At the conclusion of his Honor's charge, and while the jury had risen to retire, the defendant's counsel asked the court to submit two other issues to the jury, at the same time handing his Honor a paper containing said issues, which his Honor read aloud and handed to the jury. This paper was not returned by the jury with their verdict. The verdict was returned to the Clerk in the following form: "We find the fire was caused by sparks from defendant's engine; that the defendant was guilty of negligence; and we assess the plaintiff's damage at fifteen dollars."

The case states that at the re-opening of the court on Monday morning — the jury who rendered the foregoing verdict having been discharged — the counsel for the defendant presented to the court the following paper:

"Was there a pile of sills between defendant's track and the fence, at the place of the fire? Answer:"

"Did the fire ignite in the sills (if there was such pile,) or in the fence? Answer:"

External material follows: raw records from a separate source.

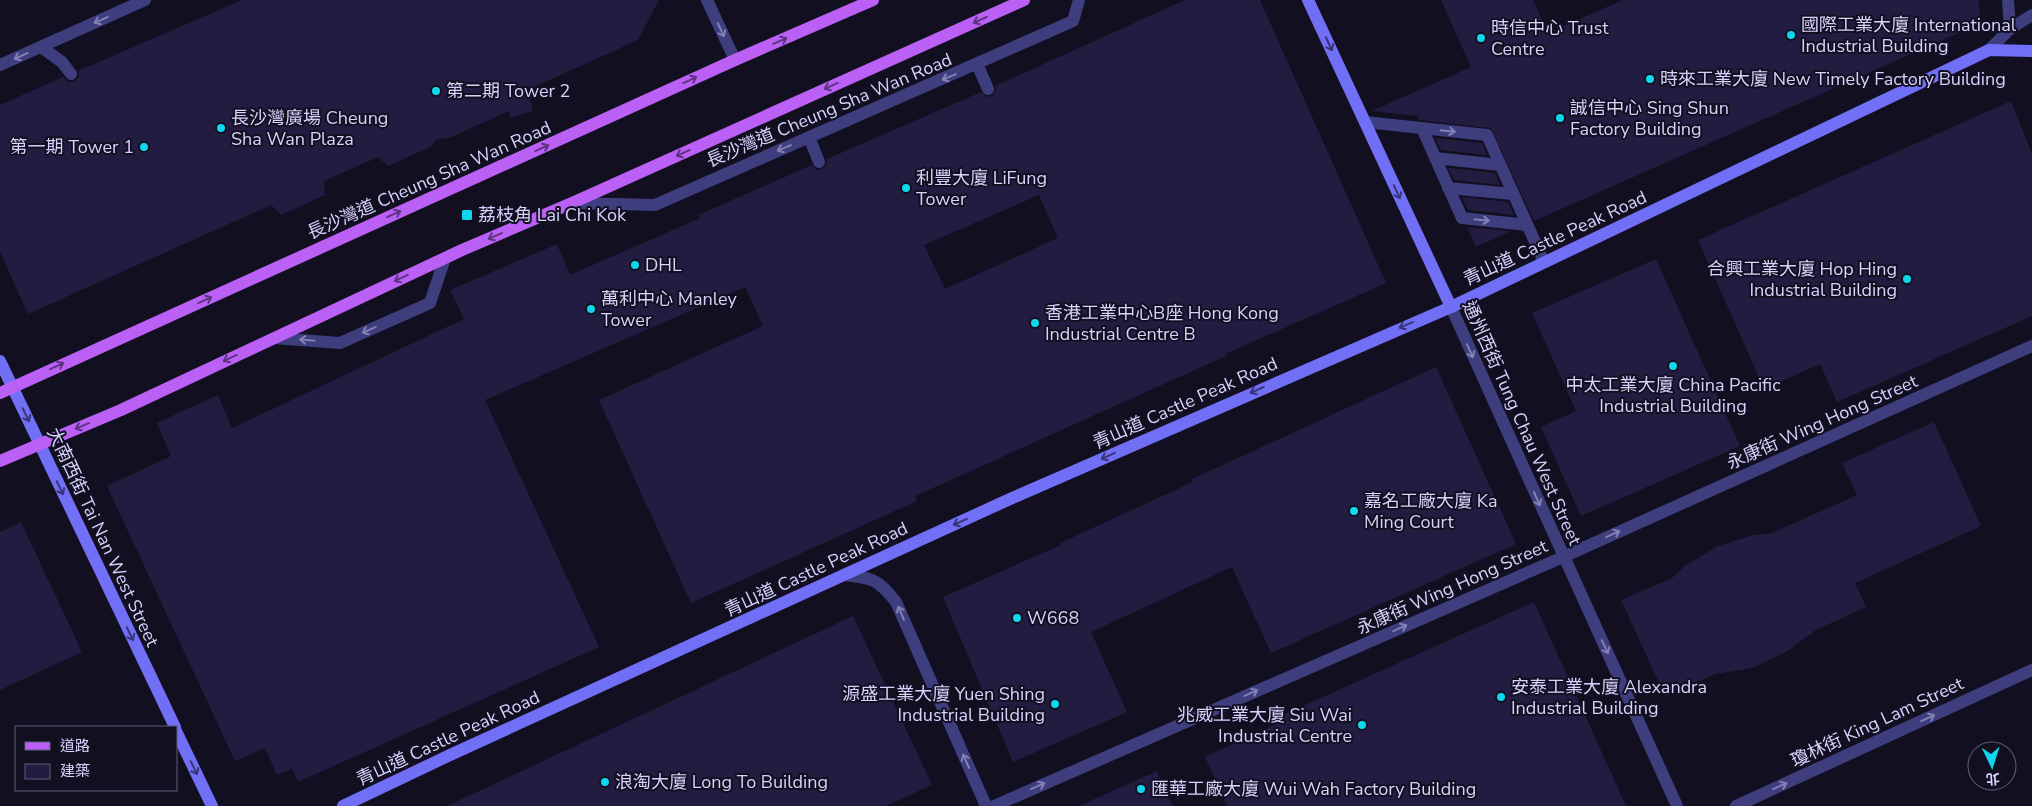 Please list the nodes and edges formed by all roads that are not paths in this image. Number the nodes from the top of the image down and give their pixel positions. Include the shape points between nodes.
1 (145, 0) edge
2 (707, 0) edge
3 (873, 0) edge
4 (1024, 0) edge
5 (1079, 0) edge
6 (1308, 0) edge
7 (2008, 0) edge
8 (2032, 13) edge
9 (2010, 29) junction
10 (41, 46) junction
11 (1990, 50) junction
12 (2029, 54) edge
13 (735, 60) junction
14 (977, 64) junction
15 (0, 65) edge
16 (71, 74) dead end
17 (988, 89) dead end
18 (1364, 122) junction
19 (1422, 128) junction
20 (809, 137) junction
21 (1435, 158) junction
22 (819, 162) dead end
23 (1500, 165) junction
24 (1448, 188) junction
25 (1513, 194) junction
26 (572, 203) junction
27 (1527, 224) junction
28 (445, 258) junction
29 (1544, 262) junction
30 (1451, 307) junction
31 (274, 338) junction
32 (2032, 346) edge
33 (0, 361) edge
34 (13, 387) junction
35 (0, 393) edge
36 (40, 443) junction
37 (0, 461) edge
38 (1563, 557) junction
39 (844, 575) junction
40 (2032, 670) edge
41 (175, 726) edge
42 (178, 735) edge
43 (212, 806) edge
44 (343, 806) edge
45 (986, 806) edge
46 (994, 806) edge
47 (1677, 806) edge
48 (1736, 806) edge

1 -> 10 street
2 -> 13 street
13 -> 3 main road, 長沙灣道 Cheung Sha Wan Road
4 -> 26 main road, 長沙灣道 Cheung Sha Wan Road
5 - 14 street, 長沙灣道 Cheung Sha Wan Road via 1073,21
6 -> 18 main road, 通州西街 Tung Chau West Street
7 - 9 street
8 - 9 street, 青山道 Castle Peak Road
9 - 11 street, 青山道 Castle Peak Road
10 -> 15 street
10 - 16 street via 62,62
11 - 12 main road
11 - 29 main road, 青山道 Castle Peak Road
34 -> 13 main road, 長沙灣道 Cheung Sha Wan Road
14 - 17 street
14 -> 20 street, 長沙灣道 Cheung Sha Wan Road
18 - 19 street
18 -> 30 main road, 通州西街 Tung Chau West Street
19 - 21 street
19 -> 23 street via 1487,134
20 - 22 street
20 -> 26 street, 長沙灣道 Cheung Sha Wan Road via 655,205
21 - 23 street
21 - 24 street
23 - 25 street
24 - 25 street
24 -> 27 street via 1462,218
25 - 27 street
26 -> 28 main road, 長沙灣道 Cheung Sha Wan Road
27 - 29 street
28 -> 31 main road, 長沙灣道 Cheung Sha Wan Road
28 -> 31 street, 長沙灣道 Cheung Sha Wan Road via 430,303 340,343
29 - 30 main road, 青山道 Castle Peak Road
30 -> 38 street, 通州西街 Tung Chau West Street
30 -> 39 main road, 青山道 Castle Peak Road via 1159,433
31 -> 36 main road, 長沙灣道 Cheung Sha Wan Road via 120,410
38 -> 32 street, 永康街 Wing Hong Street
33 - 34 main road, 大南西街 Tai Nan West Street
34 - 35 main road, 長沙灣道 Cheung Sha Wan Road
34 -> 36 main road, 大南西街 Tai Nan West Street
36 - 37 main road, 長沙灣道 Cheung Sha Wan Road
36 -> 41 main road, 大南西街 Tai Nan West Street
46 -> 38 street, 永康街 Wing Hong Street
38 -> 47 street, 通州西街 Tung Chau West Street
39 - 44 main road, 青山道 Castle Peak Road
45 -> 39 street via 896,602 883,585 867,577
48 -> 40 street, 瓊林街 King Lam Street
42 -> 43 main road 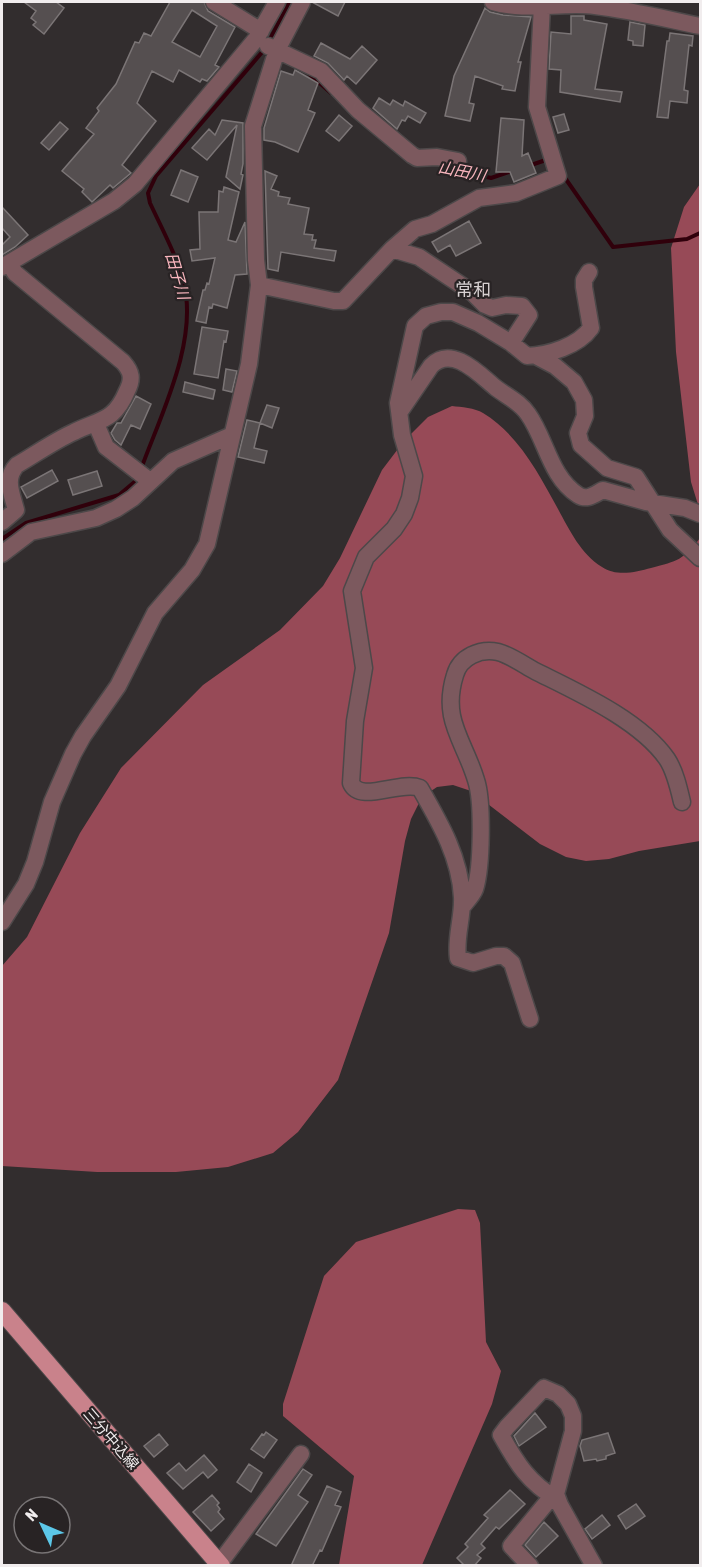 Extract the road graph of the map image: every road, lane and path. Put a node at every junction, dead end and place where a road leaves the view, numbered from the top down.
1 (214, 2) edge
2 (277, 2) edge
3 (302, 2) edge
4 (493, 2) edge
5 (542, 5) junction
6 (700, 26) edge
7 (265, 42) junction
8 (458, 161) dead end
9 (392, 249) junction
10 (5, 265) edge
11 (589, 272) dead end
12 (259, 285) junction
13 (511, 343) junction
14 (536, 356) junction
15 (398, 413) junction
16 (96, 424) junction
17 (232, 435) junction
18 (148, 480) junction
19 (652, 503) junction
20 (700, 514) edge
21 (2, 522) edge
22 (2, 554) edge
23 (700, 558) edge
24 (682, 802) dead end
25 (462, 907) junction
26 (2, 922) edge
27 (530, 1019) dead end
28 (2, 1311) edge
29 (301, 1454) dead end
30 (558, 1500) junction
31 (220, 1565) edge
32 (530, 1566) edge
33 (594, 1566) edge

1 - 7 street
2 - 7 street
3 - 7 street
4 - 5 street
5 - 6 street
5 - 9 street
7 - 8 street
7 - 10 street
7 - 12 street
9 - 12 street
9 - 13 street
10 - 16 street
11 - 14 street
12 - 17 street
13 - 14 street
13 - 15 street
14 - 19 street
15 - 19 street
15 - 25 street
16 - 18 street
16 - 21 street
17 - 18 street
17 - 26 street
18 - 22 street
19 - 20 street
19 - 23 street
24 - 25 street
25 - 27 street
28 - 31 main road, 三分中込線
29 - 31 street
30 - 30 street
30 - 32 street
30 - 33 street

Which paper his Honor stated was substantially a copy of that handed to the jury. *292

Defendant's counsel then moved to set aside the verdict, or to adjudge that it was no verdict, because the jury had failed to respond to the written issues submitted to them. Motion refused, and defendant excepted.

Defendant's counsel then moved to set aside the verdict as being contrary to the weight of the evidence as to negligence; motion again refused.

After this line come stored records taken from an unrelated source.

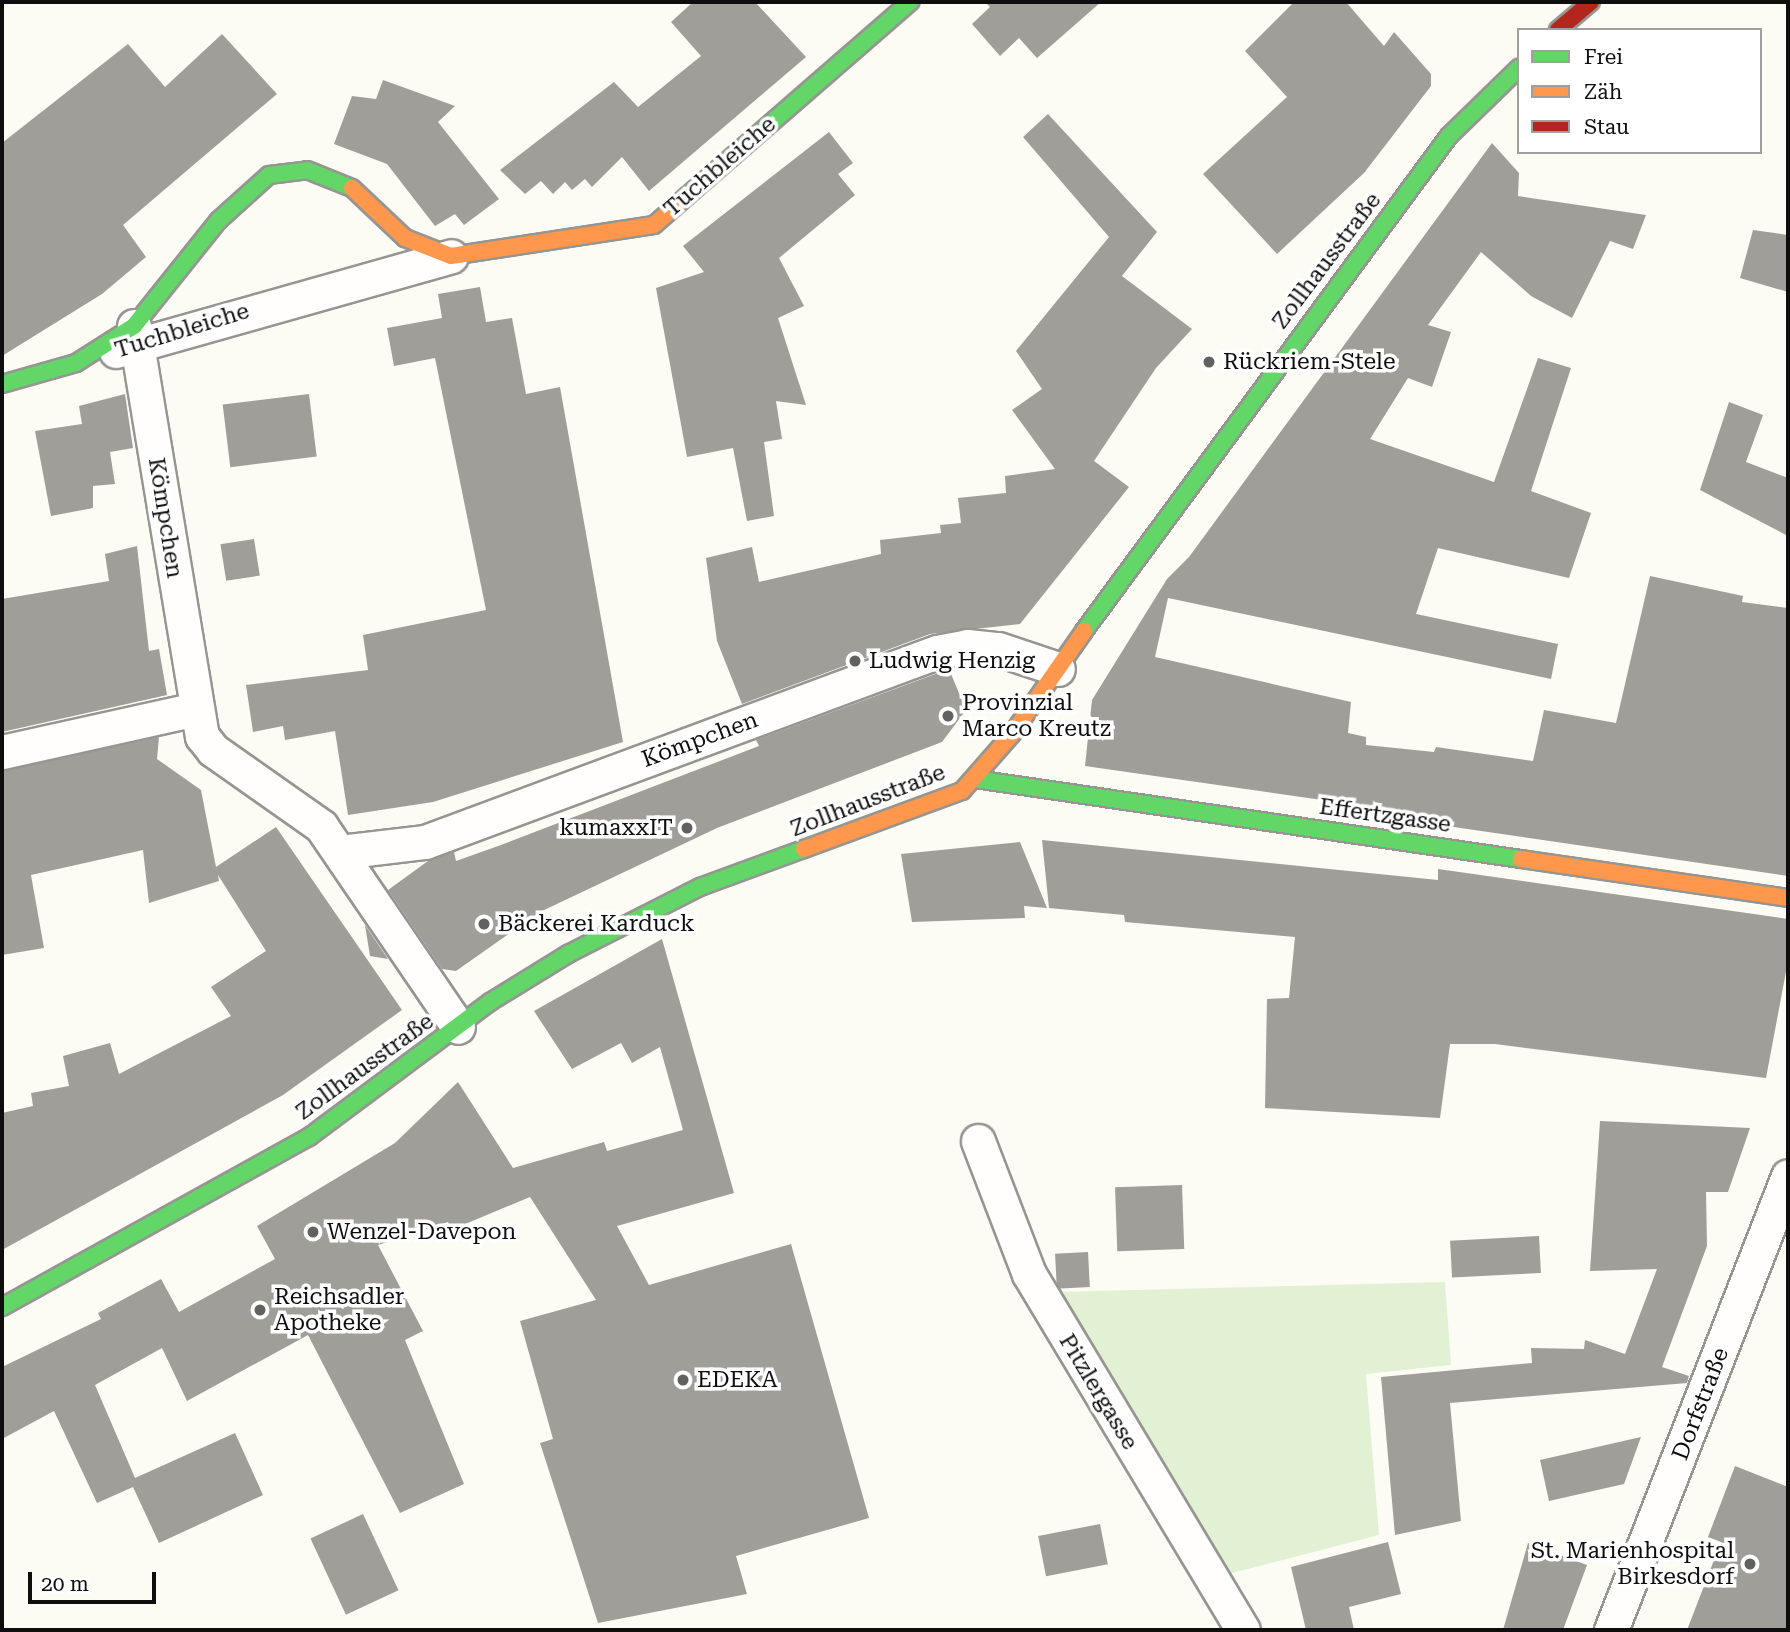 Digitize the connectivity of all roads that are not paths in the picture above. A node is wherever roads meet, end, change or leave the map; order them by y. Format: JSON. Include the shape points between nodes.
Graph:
{"nodes":[{"id":1,"x":910,"y":2,"type":"edge"},
{"id":2,"x":1517,"y":70,"type":"edge"},
{"id":3,"x":451,"y":256,"type":"junction"},
{"id":4,"x":136,"y":335,"type":"junction"},
{"id":5,"x":76,"y":363,"type":"joint"},
{"id":6,"x":2,"y":384,"type":"edge"},
{"id":7,"x":1058,"y":669,"type":"junction"},
{"id":8,"x":196,"y":709,"type":"junction"},
{"id":9,"x":2,"y":752,"type":"edge"},
{"id":10,"x":975,"y":779,"type":"junction"},
{"id":11,"x":340,"y":852,"type":"junction"},
{"id":12,"x":1788,"y":898,"type":"edge"},
{"id":13,"x":458,"y":1027,"type":"junction"},
{"id":14,"x":978,"y":1141,"type":"dead end"},
{"id":15,"x":1788,"y":1176,"type":"edge"},
{"id":16,"x":2,"y":1307,"type":"edge"},
{"id":17,"x":1243,"y":1630,"type":"edge"},
{"id":18,"x":1611,"y":1630,"type":"edge"}],
"edges":[{"from":1,"to":3,"type":"street","name":"Tuchbleiche","via":[[654,225]]},
{"from":2,"to":7,"type":"street","name":"Zollhausstraße","via":[[1449,136],[1178,498]]},
{"from":3,"to":4,"type":"street","name":"Tuchbleiche"},
{"from":3,"to":4,"type":"street","name":"Tuchbleiche","via":[[405,238],[345,181],[307,170],[269,175],[219,220]]},
{"from":4,"to":5,"type":"street","name":"Tuchbleiche"},
{"from":4,"to":8,"type":"street","name":"Kömpchen"},
{"from":5,"to":6,"type":"street","name":"Tuchbleiche"},
{"from":7,"to":10,"type":"street","name":"Zollhausstraße"},
{"from":7,"to":11,"type":"street","name":"Kömpchen","via":[[998,649],[967,646],[937,652],[425,842]]},
{"from":8,"to":9,"type":"street"},
{"from":8,"to":11,"type":"street","name":"Kömpchen","via":[[202,736],[213,750],[321,826]]},
{"from":10,"to":12,"type":"street","name":"Effertzgasse"},
{"from":10,"to":13,"type":"street","name":"Zollhausstraße","via":[[940,803],[700,887],[653,909],[568,954]]},
{"from":11,"to":13,"type":"street","name":"Kömpchen"},
{"from":13,"to":16,"type":"street","name":"Zollhausstraße","via":[[309,1137]]},
{"from":14,"to":17,"type":"street","name":"Pitzlergasse","via":[[1029,1274]]},
{"from":15,"to":18,"type":"street","name":"Dorfstraße"}]}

Said counsel then moved for judgment in favor of defendant. nonobstante veredictu, on the ground that the plaintiff was guilty of contributory negligence, and therefore could not recover. Motion (382) refused by the court, and defendant again excepted.

The plaintiff had judgment in accordance with the verdict, and the defendant appealed. I. His Honor charged the jury that "if the defendant had placed near its track a pile of old, dry, combustible sills, and that fire from the defendant's engine first ignited the sills and thence the plaintiff's fence was burned, then the defendant was guilty of negligence."

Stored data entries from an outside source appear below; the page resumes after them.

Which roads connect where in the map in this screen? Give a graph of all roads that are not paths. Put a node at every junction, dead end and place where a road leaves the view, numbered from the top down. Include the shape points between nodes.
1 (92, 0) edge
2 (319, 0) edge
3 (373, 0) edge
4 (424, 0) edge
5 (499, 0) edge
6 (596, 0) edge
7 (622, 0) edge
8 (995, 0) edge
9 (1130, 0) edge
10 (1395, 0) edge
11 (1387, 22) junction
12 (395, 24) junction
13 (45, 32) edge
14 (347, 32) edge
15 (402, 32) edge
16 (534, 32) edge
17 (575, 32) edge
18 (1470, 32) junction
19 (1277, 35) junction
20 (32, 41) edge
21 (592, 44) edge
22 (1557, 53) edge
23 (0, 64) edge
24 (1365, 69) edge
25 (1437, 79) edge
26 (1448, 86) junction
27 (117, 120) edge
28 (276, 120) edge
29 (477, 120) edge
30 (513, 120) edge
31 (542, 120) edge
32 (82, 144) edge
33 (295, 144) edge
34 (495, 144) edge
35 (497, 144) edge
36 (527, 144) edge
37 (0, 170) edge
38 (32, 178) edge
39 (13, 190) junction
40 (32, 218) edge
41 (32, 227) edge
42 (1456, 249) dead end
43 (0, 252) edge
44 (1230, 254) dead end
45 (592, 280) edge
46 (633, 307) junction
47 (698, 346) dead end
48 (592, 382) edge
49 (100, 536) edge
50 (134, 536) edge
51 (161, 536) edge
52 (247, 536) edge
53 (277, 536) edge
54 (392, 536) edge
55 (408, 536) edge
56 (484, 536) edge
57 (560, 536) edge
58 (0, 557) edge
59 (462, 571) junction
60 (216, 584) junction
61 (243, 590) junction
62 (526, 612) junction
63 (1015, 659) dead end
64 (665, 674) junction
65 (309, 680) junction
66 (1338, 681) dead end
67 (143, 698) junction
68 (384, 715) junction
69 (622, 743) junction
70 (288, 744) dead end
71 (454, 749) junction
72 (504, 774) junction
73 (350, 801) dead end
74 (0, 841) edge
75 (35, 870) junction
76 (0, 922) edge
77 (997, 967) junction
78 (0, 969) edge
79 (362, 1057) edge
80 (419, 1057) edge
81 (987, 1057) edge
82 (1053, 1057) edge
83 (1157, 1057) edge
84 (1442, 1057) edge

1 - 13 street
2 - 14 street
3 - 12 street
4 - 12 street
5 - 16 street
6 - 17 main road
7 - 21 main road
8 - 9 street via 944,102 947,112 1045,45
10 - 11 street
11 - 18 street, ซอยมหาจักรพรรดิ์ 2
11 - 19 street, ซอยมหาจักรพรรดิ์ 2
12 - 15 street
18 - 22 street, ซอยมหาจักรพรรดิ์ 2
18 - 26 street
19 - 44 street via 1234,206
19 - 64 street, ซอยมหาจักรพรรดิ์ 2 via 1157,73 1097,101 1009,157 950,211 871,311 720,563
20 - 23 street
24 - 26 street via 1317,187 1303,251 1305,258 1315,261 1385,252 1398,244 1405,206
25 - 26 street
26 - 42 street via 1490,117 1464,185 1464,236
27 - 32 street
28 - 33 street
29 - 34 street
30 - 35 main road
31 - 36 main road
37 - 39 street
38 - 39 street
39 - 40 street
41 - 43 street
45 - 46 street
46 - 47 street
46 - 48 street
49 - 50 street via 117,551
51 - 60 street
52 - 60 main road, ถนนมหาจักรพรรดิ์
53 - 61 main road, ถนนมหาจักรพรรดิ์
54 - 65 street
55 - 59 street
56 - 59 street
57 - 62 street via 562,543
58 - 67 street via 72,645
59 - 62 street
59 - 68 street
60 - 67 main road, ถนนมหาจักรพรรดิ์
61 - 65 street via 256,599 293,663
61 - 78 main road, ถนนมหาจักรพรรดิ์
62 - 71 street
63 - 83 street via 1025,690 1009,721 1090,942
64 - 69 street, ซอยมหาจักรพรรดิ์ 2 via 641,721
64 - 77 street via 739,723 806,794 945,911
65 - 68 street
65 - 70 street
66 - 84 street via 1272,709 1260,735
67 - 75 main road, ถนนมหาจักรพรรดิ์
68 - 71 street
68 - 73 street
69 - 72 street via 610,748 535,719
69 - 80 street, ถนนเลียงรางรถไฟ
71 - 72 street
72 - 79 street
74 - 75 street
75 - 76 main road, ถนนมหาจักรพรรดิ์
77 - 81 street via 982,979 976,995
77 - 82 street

The correctness of this charge is too plain for controversy.

II. Admitting that to be so, still the defendant insists that plaintiff was guilty of contributory negligence, and therefore was not entitled to recover.

It is not stated in what the alleged contributory negligence consisted, but there was evidence that the pile of old sills caught fire and communicated fire to a fence, near by, which was connected with it, a good distance off; land that the intermediate fence was old and was grown up with grass, and was highly combustible. And we suppose that the alleged contributory negligence consisted in the plaintiff's joining his fence to that. But the defendant has no right to complain; for his Honor charged that if the fire caught that fence from the engine, then the plaintiff could not recover. So that the amount of the finding of the jury is that the burning resulted solely from the old sills.

III. After the testimony and the arguments of counsel and the charge of the Judge were all closed, and the jury had risen to retire, the defendant's counsel handed up to his Honor two issues in writing, and requested him to submit them to the jury. His Honor read the issues aloud and handed them to the jury: and the jury did not return (383) the paper and did not specifically respond to the issues. And for this the defendant insisted that the verdict should be set aside. His Honor knew better than we, what consideration to give to such *293 irregular practice. The defendant certainly had no right to complain that he did not give enough. If the issues were embraced in what had been already submitted to the jury, he had no right to have them repeated. And if they were new issues, he had no right to have them made then. It appears, however, that said issues were, as to whether the pile of sills were there, and whether there was contributory negligence. Both of which had been fairly submitted to the jury, and although they did not return the paper, yet their verdict covered the issues.

There is no error.

PER CURIAM. Judgment affirmed.

Cited: Aycock v. R. R., 89 N.C. 330; Knott v. R. R., 142 N.C. 243;Deligny v. Furniture Co., 170 N.C. 200; Matthis v. Johnson, 180 N.C. 132.